S. m. grumus, (Médecine) ce terme est employé pour signifier une petite masse de sang, de lait, ou d'autre humeur concrescible, qui s'est figée même jusqu'à devenir assez dure.

Hippocrate fait souvent mention de sang grumelé, aph. 80. sect. 4. coac. t. 123. l. V. epid. v. 5. Il se sert aussi quelquefois de cette expression à l'égard de différentes matières excrémentitielles ; comme de la bile (l. II. de morb. lxxiij. 2.), de l'urine, aph. 69. sect. 4. et coac. 597. Il parle aussi d'un vomissement de matières grumeleuses. Ibid. t. 636.

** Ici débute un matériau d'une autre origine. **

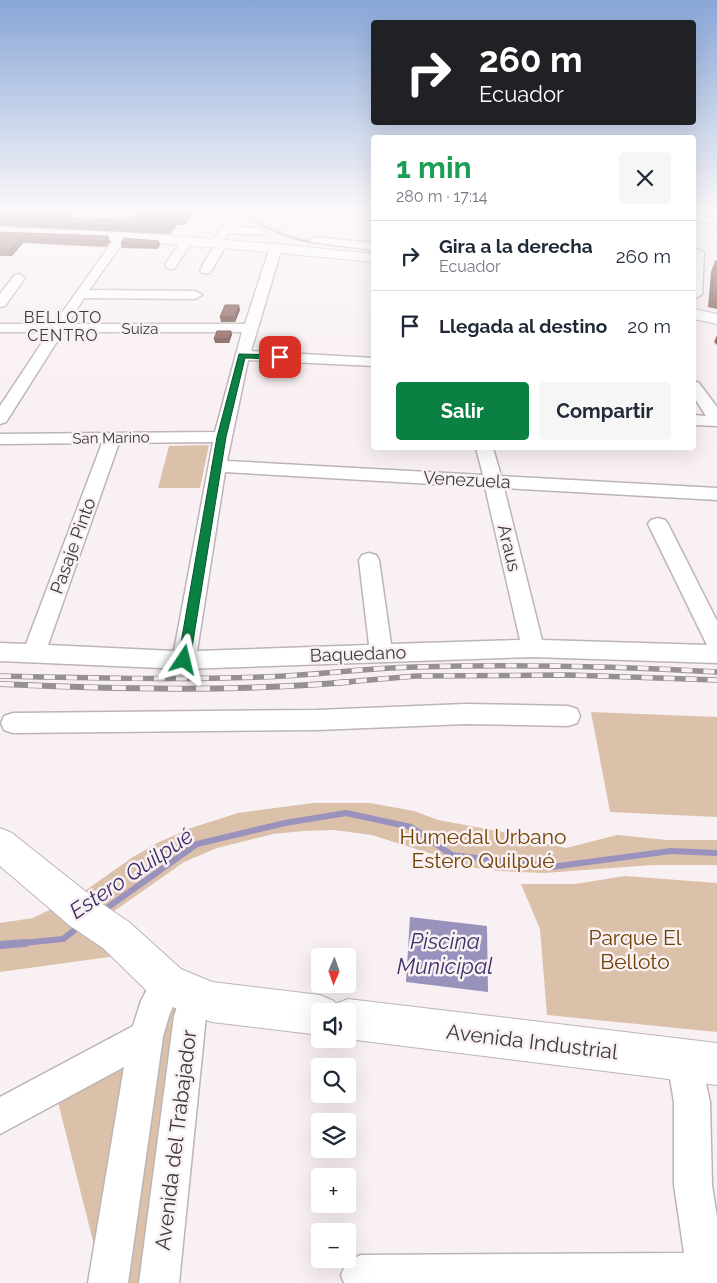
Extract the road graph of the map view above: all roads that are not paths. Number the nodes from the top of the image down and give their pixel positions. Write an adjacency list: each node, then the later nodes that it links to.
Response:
1 (97, 270): 5 (street)
2 (269, 270): 14 (street)
3 (698, 270): 6 (street)
4 (20, 278): 9 (street)
5 (80, 294): 7 (street); 13 (street)
6 (696, 294)
7 (178, 295): 8 (street); 15 (street)
8 (195, 295)
9 (0, 303)
10 (696, 315): 11 (main road)
11 (717, 318)
12 (0, 328): 13 (street, Suiza)
13 (57, 328): 15 (street, Suiza); 19 (street)
14 (250, 328): 15 (street, Suiza); 16 (street)
15 (160, 329)
16 (242, 355): 17 (street); 22 (street)
17 (371, 362)
18 (696, 389): 21 (street)
19 (0, 419)
20 (696, 420): 21 (street)
21 (717, 420)
22 (222, 437): 23 (street, San Marino); 26 (street)
23 (112, 438): 24 (street, San Marino); 34 (street, Pasaje Pinto)
24 (0, 439)
25 (485, 450): 27 (street, Araus)
26 (216, 466): 27 (street, Venezuela); 37 (street)
27 (493, 482): 28 (street, Venezuela); 32 (street, Araus)
28 (717, 494)
29 (658, 524): 31 (street)
30 (369, 560): 35 (street)
31 (717, 643)
32 (533, 648): 35 (street, Baquedano); 36 (street, Baquedano)
33 (0, 652): 34 (street, Baquedano)
34 (34, 653): 37 (street, Baquedano)
35 (381, 653): 37 (street, Baquedano)
36 (717, 654)
37 (184, 660)
38 (568, 716): 39 (street)
39 (13, 723)
40 (0, 844): 41 (main road)
41 (181, 990): 42 (main road); 44 (street); 50 (street, Avenida del Trabajador)
42 (311, 1014)
43 (356, 1020): 45 (main road, Avenida Industrial)
44 (146, 1037): 46 (street); 49 (street)
45 (701, 1062): 48 (street)
46 (0, 1116)
47 (361, 1275): 48 (street)
48 (707, 1278)
49 (108, 1283)
50 (159, 1283)

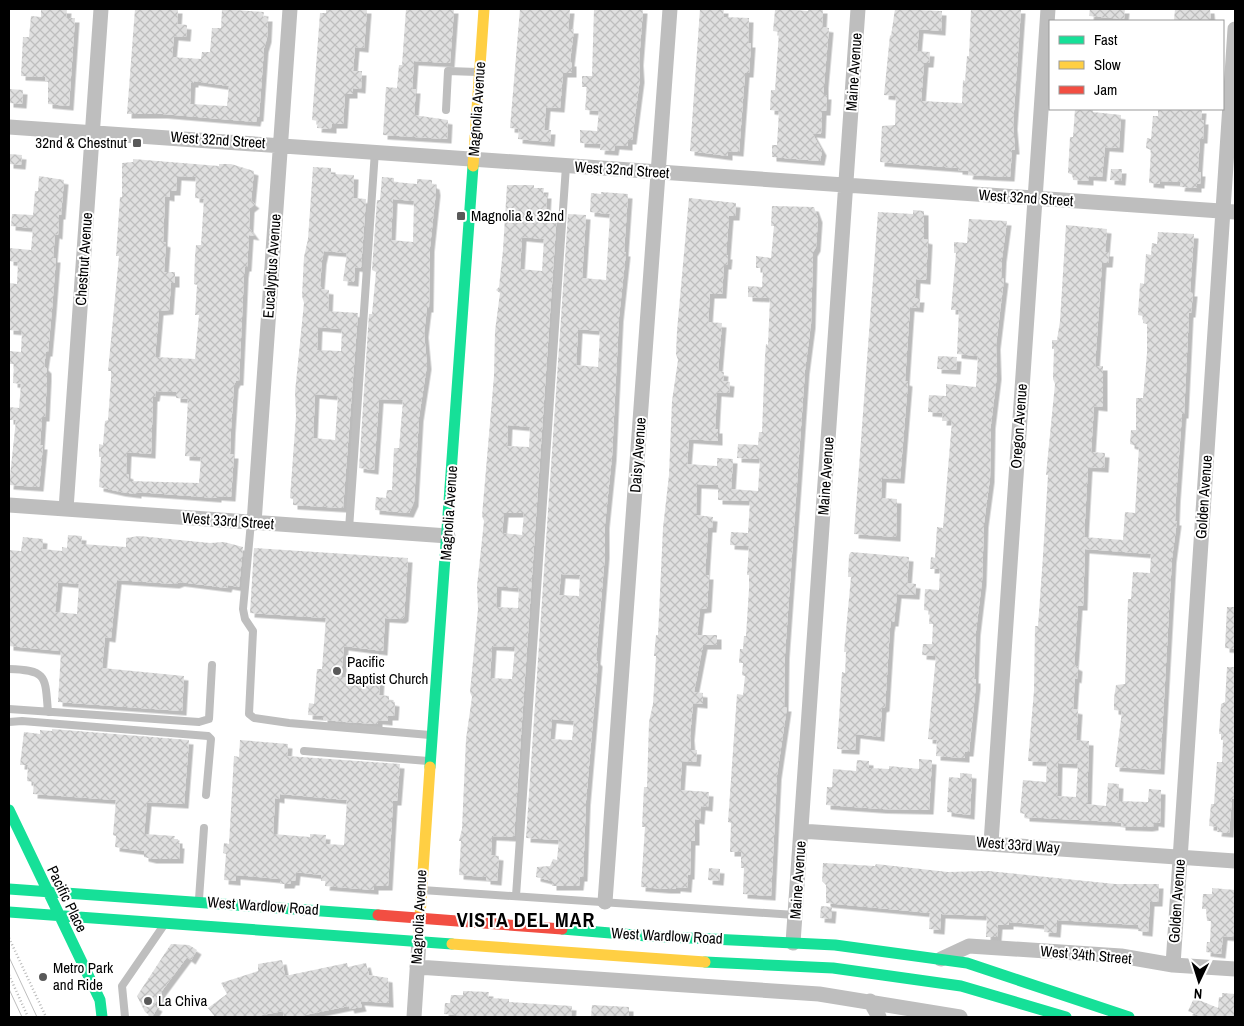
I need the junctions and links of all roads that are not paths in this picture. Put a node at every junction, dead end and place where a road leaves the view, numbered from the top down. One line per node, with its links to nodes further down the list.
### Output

La concrétion des humeurs sous forme de grumeau, est ce que les Latins appellent grumescentia, et les Grecs : Galien se sert de ce dernier terme. c. ij. de fract. t. 16.

On a longtemps attribué le vice des humeurs qui les dispose à se grumeler, à l'acide prédominant dans leur masse. Castell. lexic. Voyez COAGULATION, CONCRETION.

Les pulmoniques crachent souvent du sang sous forme de grumeaux. Voyez PULMONIE, PHTHISIE.

On appelle grumeaux de lait, ou lait grumelé, les petits durillons qui restent dans le sein des nouvelles accouchées, surtout lorsqu'elles n'alaitent pas leurs enfants. Voyez LAIT, MAMELLES.